═════ GIVEN ENTRIES
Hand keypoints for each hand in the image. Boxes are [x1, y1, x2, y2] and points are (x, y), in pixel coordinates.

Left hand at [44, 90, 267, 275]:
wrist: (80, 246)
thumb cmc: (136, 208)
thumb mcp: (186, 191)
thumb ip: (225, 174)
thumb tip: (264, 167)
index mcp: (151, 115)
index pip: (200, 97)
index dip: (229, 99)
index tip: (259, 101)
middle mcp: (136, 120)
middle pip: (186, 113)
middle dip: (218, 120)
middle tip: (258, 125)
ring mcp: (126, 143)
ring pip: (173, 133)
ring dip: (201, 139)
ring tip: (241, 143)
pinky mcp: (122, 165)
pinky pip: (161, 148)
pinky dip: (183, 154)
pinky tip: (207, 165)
══════════
═════ GIVEN ENTRIES
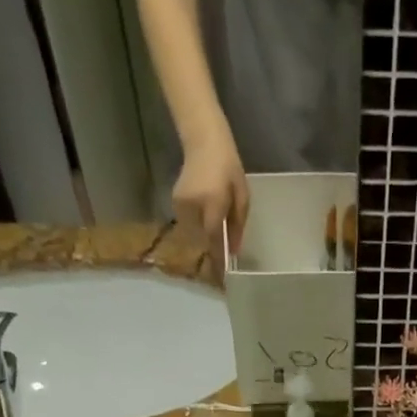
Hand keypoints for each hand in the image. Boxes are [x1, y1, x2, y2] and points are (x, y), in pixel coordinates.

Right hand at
══════════
═════ GIVEN ENTRIES
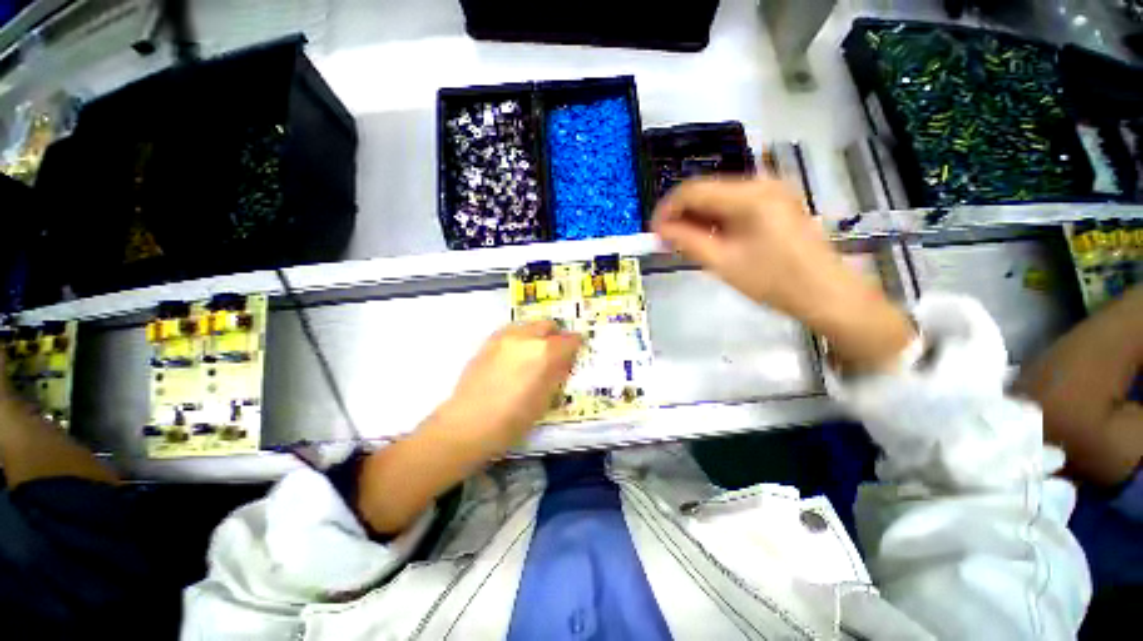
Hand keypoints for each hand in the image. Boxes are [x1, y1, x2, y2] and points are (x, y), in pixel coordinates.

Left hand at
══════════
Which lines above run from the one containing "middle mcp: (136, 120)" to the one containing "pinky tip: (207, 165)"? Give them again exactly, both ends included.

middle mcp: (136, 120)
middle pip: (186, 113)
middle dip: (218, 120)
middle tip: (258, 125)
ring mcp: (126, 143)
ring pip: (173, 133)
ring dip: (201, 139)
ring tip: (241, 143)
pinky mcp: (122, 165)
pinky pip: (161, 148)
pinky dip: (183, 154)
pinky tip: (207, 165)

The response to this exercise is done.